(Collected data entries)
▬▬▬▬▬▬
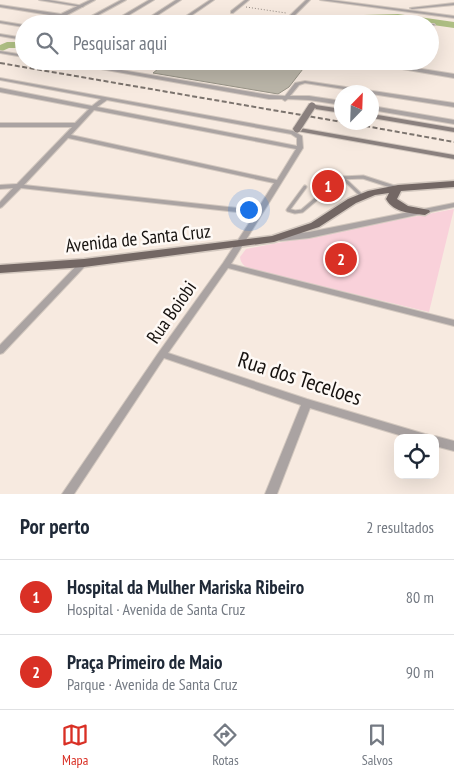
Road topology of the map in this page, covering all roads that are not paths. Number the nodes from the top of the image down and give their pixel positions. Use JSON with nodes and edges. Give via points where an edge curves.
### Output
{"nodes":[{"id":1,"x":41,"y":0,"type":"edge"},
{"id":2,"x":93,"y":0,"type":"edge"},
{"id":3,"x":124,"y":0,"type":"edge"},
{"id":4,"x":152,"y":0,"type":"edge"},
{"id":5,"x":179,"y":0,"type":"edge"},
{"id":6,"x":212,"y":0,"type":"edge"},
{"id":7,"x":247,"y":0,"type":"edge"},
{"id":8,"x":308,"y":0,"type":"edge"},
{"id":9,"x":322,"y":0,"type":"edge"},
{"id":10,"x":364,"y":0,"type":"edge"},
{"id":11,"x":414,"y":0,"type":"edge"},
{"id":12,"x":454,"y":4,"type":"edge"},
{"id":13,"x":362,"y":5,"type":"junction"},
{"id":14,"x":0,"y":6,"type":"edge"},
{"id":15,"x":82,"y":6,"type":"junction"},
{"id":16,"x":411,"y":10,"type":"junction"},
{"id":17,"x":232,"y":12,"type":"dead end"},
{"id":18,"x":57,"y":15,"type":"edge"},
{"id":19,"x":65,"y":15,"type":"edge"},
{"id":20,"x":96,"y":15,"type":"edge"},
{"id":21,"x":126,"y":15,"type":"edge"},
{"id":22,"x":155,"y":15,"type":"edge"},
{"id":23,"x":190,"y":15,"type":"edge"},
{"id":24,"x":292,"y":15,"type":"edge"},
{"id":25,"x":454,"y":17,"type":"edge"},
{"id":26,"x":0,"y":22,"type":"edge"},
{"id":27,"x":15,"y":24,"type":"edge"},
{"id":28,"x":0,"y":35,"type":"edge"},
{"id":29,"x":15,"y":38,"type":"edge"},
{"id":30,"x":1,"y":52,"type":"edge"},
{"id":31,"x":15,"y":54,"type":"edge"},
{"id":32,"x":112,"y":70,"type":"edge"},
{"id":33,"x":422,"y":70,"type":"edge"},
{"id":34,"x":454,"y":76,"type":"edge"},
{"id":35,"x":0,"y":79,"type":"edge"},
{"id":36,"x":7,"y":80,"type":"junction"},
{"id":37,"x":0,"y":84,"type":"edge"},
{"id":38,"x":0,"y":90,"type":"edge"},
{"id":39,"x":105,"y":99,"type":"junction"},
{"id":40,"x":285,"y":99,"type":"junction"},
{"id":41,"x":334,"y":102,"type":"edge"},
{"id":42,"x":454,"y":105,"type":"edge"},
{"id":43,"x":93,"y":108,"type":"junction"},
{"id":44,"x":379,"y":109,"type":"edge"},
{"id":45,"x":334,"y":110,"type":"edge"},
{"id":46,"x":379,"y":117,"type":"edge"},
{"id":47,"x":209,"y":118,"type":"junction"},
{"id":48,"x":454,"y":122,"type":"edge"},
{"id":49,"x":0,"y":125,"type":"edge"},
{"id":50,"x":77,"y":125,"type":"junction"},
{"id":51,"x":200,"y":128,"type":"junction"},
{"id":52,"x":454,"y":130,"type":"edge"},
{"id":53,"x":67,"y":136,"type":"junction"},
{"id":54,"x":300,"y":148,"type":"junction"},
{"id":55,"x":451,"y":157,"type":"edge"},
{"id":56,"x":343,"y":178,"type":"junction"},
{"id":57,"x":277,"y":182,"type":"junction"},
{"id":58,"x":454,"y":184,"type":"edge"},
{"id":59,"x":18,"y":186,"type":"junction"},
{"id":60,"x":0,"y":187,"type":"edge"},
{"id":61,"x":305,"y":187,"type":"dead end"},
{"id":62,"x":398,"y":188,"type":"junction"},
{"id":63,"x":362,"y":196,"type":"junction"},
{"id":64,"x":454,"y":205,"type":"edge"},
{"id":65,"x":0,"y":206,"type":"edge"},
{"id":66,"x":257,"y":212,"type":"junction"},
{"id":67,"x":425,"y":212,"type":"junction"},
{"id":68,"x":280,"y":238,"type":"junction"},
{"id":69,"x":239,"y":245,"type":"junction"},
{"id":70,"x":84,"y":263,"type":"junction"},
{"id":71,"x":226,"y":265,"type":"junction"},
{"id":72,"x":0,"y":269,"type":"edge"},
{"id":73,"x":454,"y":323,"type":"edge"},
{"id":74,"x":0,"y":351,"type":"edge"},
{"id":75,"x":162,"y":354,"type":"junction"},
{"id":76,"x":308,"y":403,"type":"junction"},
{"id":77,"x":412,"y":434,"type":"edge"},
{"id":78,"x":439,"y":442,"type":"edge"},
{"id":79,"x":454,"y":446,"type":"edge"},
{"id":80,"x":68,"y":494,"type":"edge"},
{"id":81,"x":271,"y":494,"type":"edge"}],
"edges":[{"from":1,"to":15,"type":"street"},
{"from":2,"to":15,"type":"street"},
{"from":3,"to":20,"type":"street"},
{"from":4,"to":21,"type":"street"},
{"from":5,"to":22,"type":"street"},
{"from":6,"to":23,"type":"street"},
{"from":7,"to":17,"type":"street"},
{"from":8,"to":24,"type":"street"},
{"from":9,"to":13,"type":"street"},
{"from":10,"to":13,"type":"street"},
{"from":11,"to":16,"type":"street"},
{"from":12,"to":16,"type":"street"},
{"from":13,"to":16,"type":"street"},
{"from":14,"to":18,"type":"street"},
{"from":15,"to":19,"type":"street"},
{"from":16,"to":25,"type":"street"},
{"from":26,"to":27,"type":"street"},
{"from":28,"to":29,"type":"street"},
{"from":30,"to":31,"type":"street"},
{"from":32,"to":40,"type":"street"},
{"from":33,"to":34,"type":"street"},
{"from":35,"to":36,"type":"street"},
{"from":36,"to":37,"type":"street"},
{"from":36,"to":39,"type":"street"},
{"from":38,"to":43,"type":"street"},
{"from":39,"to":43,"type":"street"},
{"from":39,"to":47,"type":"street"},
{"from":40,"to":41,"type":"street"},
{"from":40,"to":42,"type":"street","via":[[298,84],[306,82]]},
{"from":43,"to":50,"type":"street"},
{"from":43,"to":51,"type":"street"},
{"from":44,"to":48,"type":"street"},
{"from":45,"to":55,"type":"main road","bridge":true,"via":[[312,106],[297,129]]},
{"from":46,"to":52,"type":"main road"},
{"from":47,"to":51,"type":"street"},
{"from":47,"to":54,"type":"street","via":[[297,135],[301,140]]},
{"from":49,"to":50,"type":"street"},
{"from":50,"to":53,"type":"street"},
{"from":51,"to":54,"type":"street"},
{"from":53,"to":57,"type":"street"},
{"from":53,"to":59,"type":"street"},
{"from":54,"to":57,"type":"street","name":"Rua Boiobi"},
{"from":56,"to":61,"type":"lane","via":[[301,212],[291,212],[288,210]]},
{"from":56,"to":62,"type":"lane","via":[[369,178]]},
{"from":56,"to":63,"type":"lane"},
{"from":57,"to":66,"type":"street","name":"Rua Boiobi"},
{"from":58,"to":62,"type":"main road","name":"Avenida de Santa Cruz"},
{"from":59,"to":60,"type":"street"},
{"from":59,"to":65,"type":"street"},
{"from":59,"to":66,"type":"street"},
{"from":62,"to":63,"type":"main road","name":"Avenida de Santa Cruz"},
{"from":62,"to":67,"type":"main road","via":[[392,194],[393,203],[405,209]]},
{"from":63,"to":68,"type":"main road","name":"Avenida de Santa Cruz","via":[[315,226]]},
{"from":64,"to":67,"type":"street","name":"Avenida de Santa Cruz"},
{"from":66,"to":69,"type":"street","name":"Rua Boiobi"},
{"from":67,"to":68,"type":"street","name":"Avenida de Santa Cruz"},
{"from":68,"to":69,"type":"main road","name":"Avenida de Santa Cruz"},
{"from":69,"to":70,"type":"main road","name":"Avenida de Santa Cruz"},
{"from":69,"to":71,"type":"street","name":"Rua Boiobi"},
{"from":70,"to":72,"type":"main road","name":"Avenida de Santa Cruz"},
{"from":70,"to":74,"type":"street"},
{"from":71,"to":73,"type":"street"},
{"from":71,"to":75,"type":"street","name":"Rua Boiobi"},
{"from":75,"to":76,"type":"street","name":"Rua dos Teceloes"},
{"from":75,"to":80,"type":"street","name":"Rua Boiobi"},
{"from":76,"to":77,"type":"street","name":"Rua dos Teceloes"},
{"from":76,"to":81,"type":"street"},
{"from":78,"to":79,"type":"street"}]}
▬▬▬▬▬▬
- Description of the task -
Look through the records above and please copy every line in which the string "edges" occurs.

- Solution to this task -
Road topology of the map in this page, covering all roads that are not paths. Number the nodes from the top of the image down and give their pixel positions. Use JSON with nodes and edges. Give via points where an edge curves.
"edges":[{"from":1,"to":15,"type":"street"},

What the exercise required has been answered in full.